Okay. Great. And then with my last question, obviously, with the Phase III data, derisking the assets, I'm sure interest in the asset itself is quite high. So a lot of questions I get from investors is M&A, business development and obviously, people look at argenx as a potential attractive acquisition target. But with that said, you've had, had experience with M&A with your former company, Ablynx. So perhaps, could you remind us kind of your overall perspectives and thoughts on the ambitions of the company, whether it's independent or a not independent company?

Tim Van Hauwermeiren

executive
#39

I think the ambition level of the company is clear throughout this fireside chat, right?
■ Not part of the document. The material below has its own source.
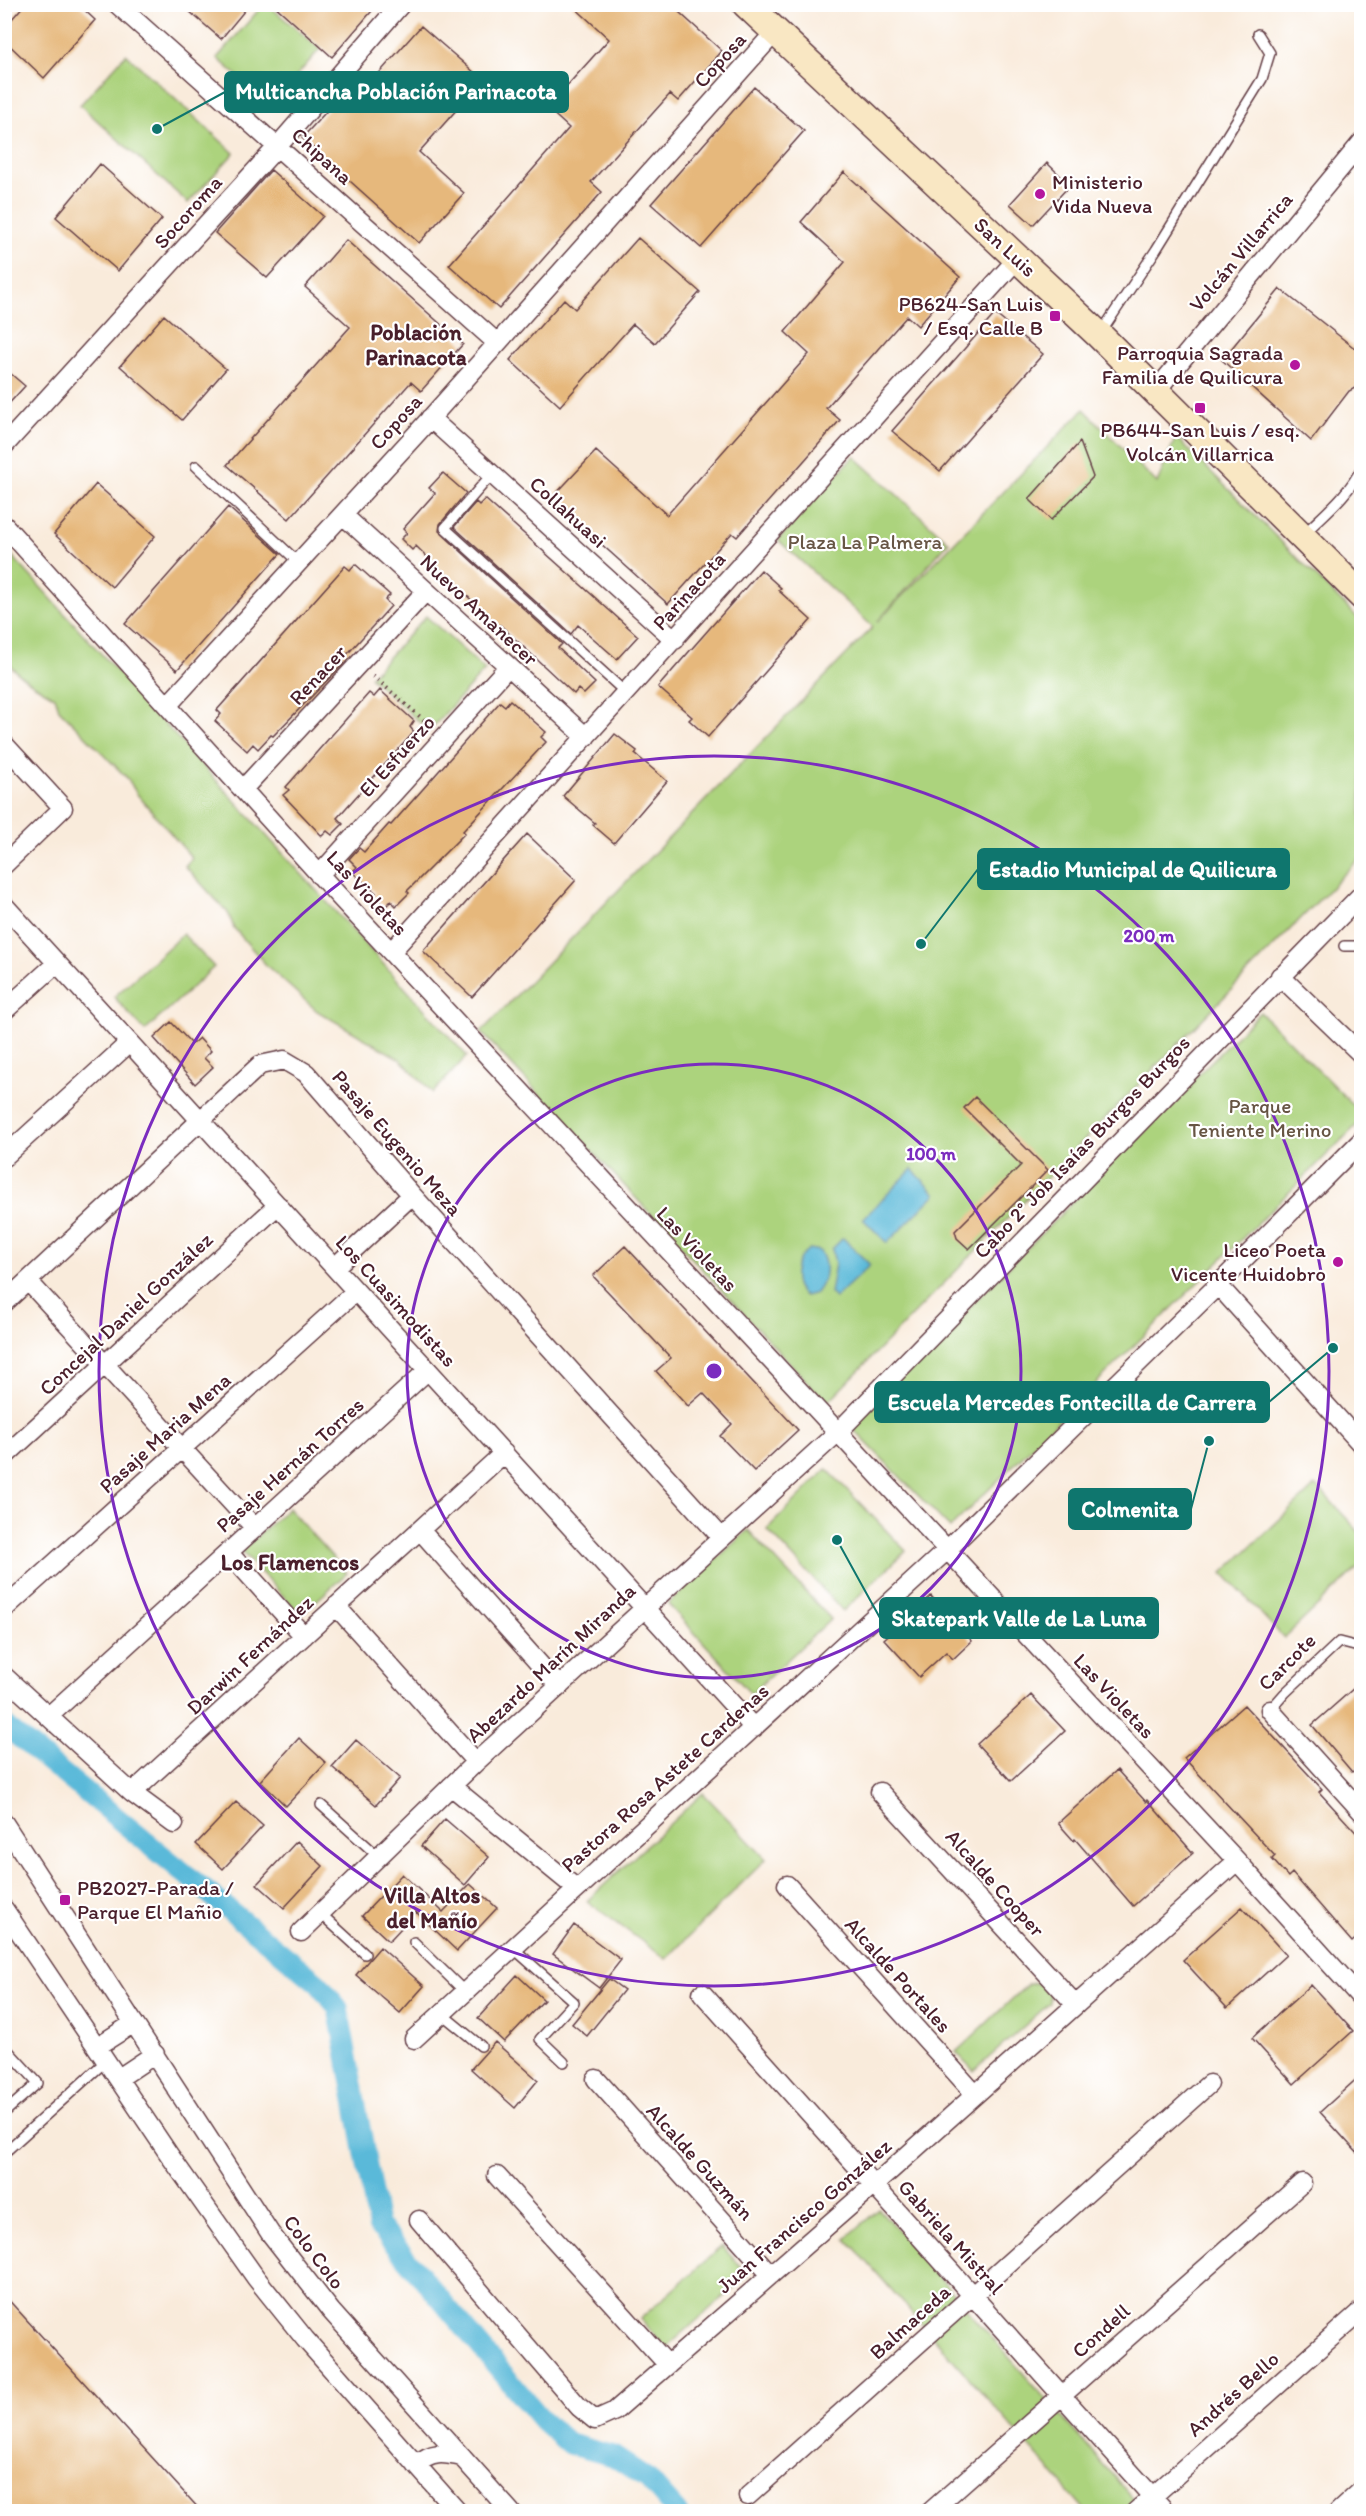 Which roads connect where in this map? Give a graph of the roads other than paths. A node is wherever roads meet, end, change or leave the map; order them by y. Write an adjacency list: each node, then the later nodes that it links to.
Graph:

I think we have a very ambitious business plan, building a sustainable, hopefully long-term successful company. And that has also been part of the agenda with the last raise. Not only did we substantially strengthened the cash position of the company, but we have also been gathering -- or continue to gather, I should say, the stellar shareholder base supporting this company in its ambition to become long-term independent and successful. So as I think we execute on such an ambitious plan and continue to create substantial shareholder value, I think we will be in a good position.

Graig Suvannavejh

analyst
#40

Okay. Great. And with that said, I think our time is up. But, Tim and Keith, I just want to thank you so much for joining us on our fireside chat today. Best on success and look forward to hearing next events from the company, so thank you.

Tim Van Hauwermeiren

executive
#41

Graig, thanks for hosting us.

R. Woods

executive
#42

Thank you, Graig. Appreciate it. Take care, everyone. Bye-bye.